Netflix is reportedly set to open brick-and-mortar retail stores called Netflix House in the US, as part of the company’s efforts to expand beyond its streaming business. As per Bloomberg, these fun spaces would allow fans to shop for merchandise, eat themed food, and engage in activities based on their favourite movies and shows, such as an obstacle course reminiscent of Squid Game. The streaming platform plans to build the first two sites in 2025 in the US, before expanding to other regions — akin to how studios build theme parks and experiences based on their IP. For now, there isn’t much information on the stores, but the project marks Netflix’s first permanent experience fixture — one focused on multiple IPs.
“We’ve seen how much fans love to immerse themselves in the world of our movies and TV shows, and we’ve been thinking a lot about how we take that to the next level,” Josh Simon, VP, Netflix Consumer Products told Bloomberg. Netflix primarily sells merchandise through its online storefront, ranging from T-shirts based on the popular Stranger Things to a marionette of the long-nosed wooden puppet boy from the stop-motion film Guillermo del Toro’s Pinocchio.
Netflix has previously dabbled with successful pop-up shops, albeit for a limited time, which is possibly how the company decided on the concept for a permanent one. Its most popular one was Stranger Things: The Experience, tossing visitors inside a recreation of the Hawkins Lab with an immersive story and special effects. There was also a Bridgerton-inspired ballroom dance event and a Money Heist-themed escape room.

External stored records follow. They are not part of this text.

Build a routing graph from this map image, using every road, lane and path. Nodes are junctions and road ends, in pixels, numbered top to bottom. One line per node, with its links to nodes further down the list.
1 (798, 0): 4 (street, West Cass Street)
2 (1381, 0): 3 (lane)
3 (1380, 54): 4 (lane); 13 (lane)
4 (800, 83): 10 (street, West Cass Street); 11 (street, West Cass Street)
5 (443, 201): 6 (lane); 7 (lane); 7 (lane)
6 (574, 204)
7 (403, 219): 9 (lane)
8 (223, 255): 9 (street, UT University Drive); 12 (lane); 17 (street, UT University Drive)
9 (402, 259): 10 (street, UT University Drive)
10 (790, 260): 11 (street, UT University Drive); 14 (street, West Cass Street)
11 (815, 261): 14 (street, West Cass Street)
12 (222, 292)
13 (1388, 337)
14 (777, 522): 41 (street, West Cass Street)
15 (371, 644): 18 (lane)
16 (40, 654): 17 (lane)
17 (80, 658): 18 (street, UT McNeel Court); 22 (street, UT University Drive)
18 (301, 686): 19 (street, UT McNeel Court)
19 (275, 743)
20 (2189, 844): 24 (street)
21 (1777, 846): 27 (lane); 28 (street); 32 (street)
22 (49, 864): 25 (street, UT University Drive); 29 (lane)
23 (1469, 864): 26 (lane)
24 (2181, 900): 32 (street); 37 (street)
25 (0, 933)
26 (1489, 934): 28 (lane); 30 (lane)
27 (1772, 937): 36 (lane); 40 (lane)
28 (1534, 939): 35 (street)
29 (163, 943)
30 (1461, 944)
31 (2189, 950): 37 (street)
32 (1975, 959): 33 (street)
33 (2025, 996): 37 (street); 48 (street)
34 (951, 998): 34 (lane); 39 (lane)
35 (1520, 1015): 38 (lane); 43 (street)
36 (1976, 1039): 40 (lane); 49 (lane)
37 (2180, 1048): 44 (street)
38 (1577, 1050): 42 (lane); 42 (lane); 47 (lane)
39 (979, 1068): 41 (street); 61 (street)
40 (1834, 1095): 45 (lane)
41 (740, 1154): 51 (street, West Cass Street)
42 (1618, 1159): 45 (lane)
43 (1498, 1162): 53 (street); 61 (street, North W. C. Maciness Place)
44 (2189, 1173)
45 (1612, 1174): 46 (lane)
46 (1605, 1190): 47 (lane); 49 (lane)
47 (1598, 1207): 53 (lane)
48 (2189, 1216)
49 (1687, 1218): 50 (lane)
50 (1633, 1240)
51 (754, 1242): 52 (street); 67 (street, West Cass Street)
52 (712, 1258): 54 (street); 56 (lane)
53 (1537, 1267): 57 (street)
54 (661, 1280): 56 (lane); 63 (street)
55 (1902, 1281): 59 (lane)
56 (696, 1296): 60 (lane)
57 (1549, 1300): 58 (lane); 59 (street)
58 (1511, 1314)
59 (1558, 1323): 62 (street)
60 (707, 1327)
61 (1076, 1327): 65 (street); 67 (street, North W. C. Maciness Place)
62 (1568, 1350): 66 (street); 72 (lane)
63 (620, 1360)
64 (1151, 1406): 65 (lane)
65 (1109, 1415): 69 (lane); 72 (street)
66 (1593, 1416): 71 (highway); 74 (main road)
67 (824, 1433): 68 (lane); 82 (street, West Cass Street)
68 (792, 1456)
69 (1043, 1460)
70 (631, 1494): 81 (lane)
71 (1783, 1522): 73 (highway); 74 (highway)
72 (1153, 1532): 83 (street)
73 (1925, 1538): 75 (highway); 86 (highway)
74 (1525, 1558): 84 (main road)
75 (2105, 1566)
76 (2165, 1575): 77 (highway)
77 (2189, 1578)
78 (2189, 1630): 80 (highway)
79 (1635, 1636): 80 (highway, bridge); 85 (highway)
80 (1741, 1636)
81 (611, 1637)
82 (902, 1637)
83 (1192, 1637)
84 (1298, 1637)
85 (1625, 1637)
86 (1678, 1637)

“Don’t think of it like Disneyland,” Netflix CEO Ted Sarandos said at the Bloomberg Screentime Conference. “[It’s] something you might go to a couple of times a month, not just once every couple years.” Netflix House is poised to feature ‘rotating installations’ ranging from ticketed experience shoes to restaurants boasting both fast food and fine dining experiences — including alcohol.
Earlier this year, it launched Netflix Bites in Los Angeles, a pop-up eatery that served dishes based on its original shows. The restaurant has since closed, but it wouldn’t be far-fetched to assume that it served as a testing ground for what the company has planned next. The report also notes that Netflix sees this business as a means to promote its IP, rather than a revenue source.
Netflix retired its 25-year-long running DVD rental service in September, given the demand for physical media slowly diminished as streaming came to the forefront. For now, there’s no word on whether Netflix House would sell any DVDs, which would be ironic given the streamer was effectively involved in the closure of rental stores like Blockbuster.
A report from earlier this month suggested that Netflix was planning to raise its subscription prices once the Hollywood actors’ strike ends, starting with the US and Canada.